Comparing More than Two Approaches The methods described above work when comparing only two approaches to each other. If more than two approaches need to be compared and chosen from, especially when each alternative has a different project lifetime, then the costs and benefits of each alternative should be looked at individually, instead of being subtracted from each other. In order for these alternatives to be compared on an equivalent basis, all projected cash flows over the life of each project/change are estimated. Future cash flows are discounted to make them comparable to current, or present, value. Yearly costs/benefits are then combined to arrive at the net present value for each investment alternative. Projects with positive net present values (NPVs) are economically desirable. The approach with the largest positive NPV is the most economically attractive alternative.

TCA Implementation at Precision Circuits The project team collected relevant data for the TCA application through meetings and telephone conversations with Precision Circuits’ environmental manager. The environmental manager completed the template independently (see Appendix IV). After reviewing the information, the project team asked for simple clarification on volumes and time periods for particular costs, as well as more detailed explanations for the existence or absence of certain costs or benefits, which the environmental manager provided.

Precision Circuits was able to identify and quantify the majority of the direct (tier 0) benefits/costs in a relatively straightforward way.

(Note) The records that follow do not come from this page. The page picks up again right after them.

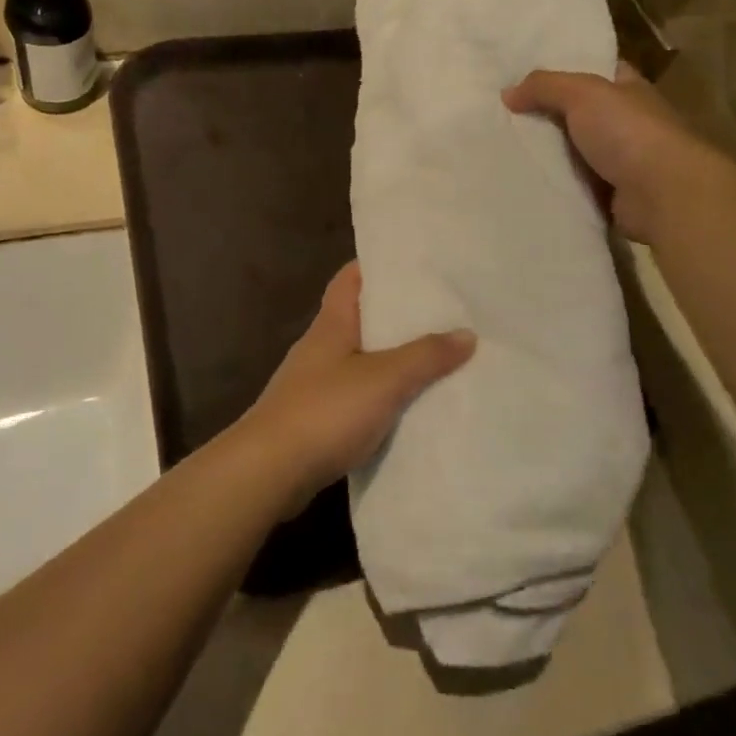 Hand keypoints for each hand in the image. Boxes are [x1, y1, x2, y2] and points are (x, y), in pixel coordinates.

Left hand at [234, 263, 474, 504]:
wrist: (269, 471)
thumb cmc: (325, 411)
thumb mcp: (384, 379)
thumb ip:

The elimination and reduction of chemical usage produced easily quantifiable benefits. However, benefits that were indirect and difficult to quantify were discussed in the two meetings with Precision Circuits. Identifying indirect benefits in meetings helped encourage the initiation of a more concerted effort to attach values to them. For example, initially Precision Circuits’ environmental manager did not think that he could estimate the reduction in the number ofrejects associated with the plastic-coated rack investment. Because the investment was being evaluated after its implementation, the environmental manager was ultimately able to produce a fairly accurate estimate of quality improvements by reviewing actual production data. Where hindsight is lacking, a range of estimates can be used to value a project. For other indirect and intangible benefits, such as improved worker safety and morale, no definitive value could be calculated. Therefore, these intangible benefits received qualitative discussion.

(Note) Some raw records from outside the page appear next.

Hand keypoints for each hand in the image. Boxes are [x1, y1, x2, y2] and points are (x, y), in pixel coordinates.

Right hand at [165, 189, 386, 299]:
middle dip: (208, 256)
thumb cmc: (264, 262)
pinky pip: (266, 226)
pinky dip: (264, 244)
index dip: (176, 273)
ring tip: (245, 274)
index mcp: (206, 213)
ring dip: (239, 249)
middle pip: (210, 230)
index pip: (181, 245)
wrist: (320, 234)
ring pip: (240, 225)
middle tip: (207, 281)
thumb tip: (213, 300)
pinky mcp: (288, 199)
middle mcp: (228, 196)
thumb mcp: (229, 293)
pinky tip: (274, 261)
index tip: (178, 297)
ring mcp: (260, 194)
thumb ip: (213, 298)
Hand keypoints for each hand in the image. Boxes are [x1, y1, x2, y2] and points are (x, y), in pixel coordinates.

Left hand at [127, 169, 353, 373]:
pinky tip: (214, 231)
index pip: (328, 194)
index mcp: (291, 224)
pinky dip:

For a number of tier 1 costs, such as energy and water, no data was provided by the environmental manager when filling out the cost template shown in Appendix IV. During follow-up meetings it was found than many of these values did change, but were determined to change negligibly by the environmental manager and, therefore, he did not spend the extra time to define these values. These categories were, therefore, left as n/a (no appreciable change) on the costs spreadsheets developed for the project.

Throughout the TCA analysis period the project team sought frequent advice and assistance from Precision Circuits. Fortunately, the environmental manager was able to work with Precision Circuits’ accounting, purchasing, and production departments to confirm costs and impacts. Once the TCA analysis was completed, Precision Circuits’ careful review of the findings helped ensure accuracy.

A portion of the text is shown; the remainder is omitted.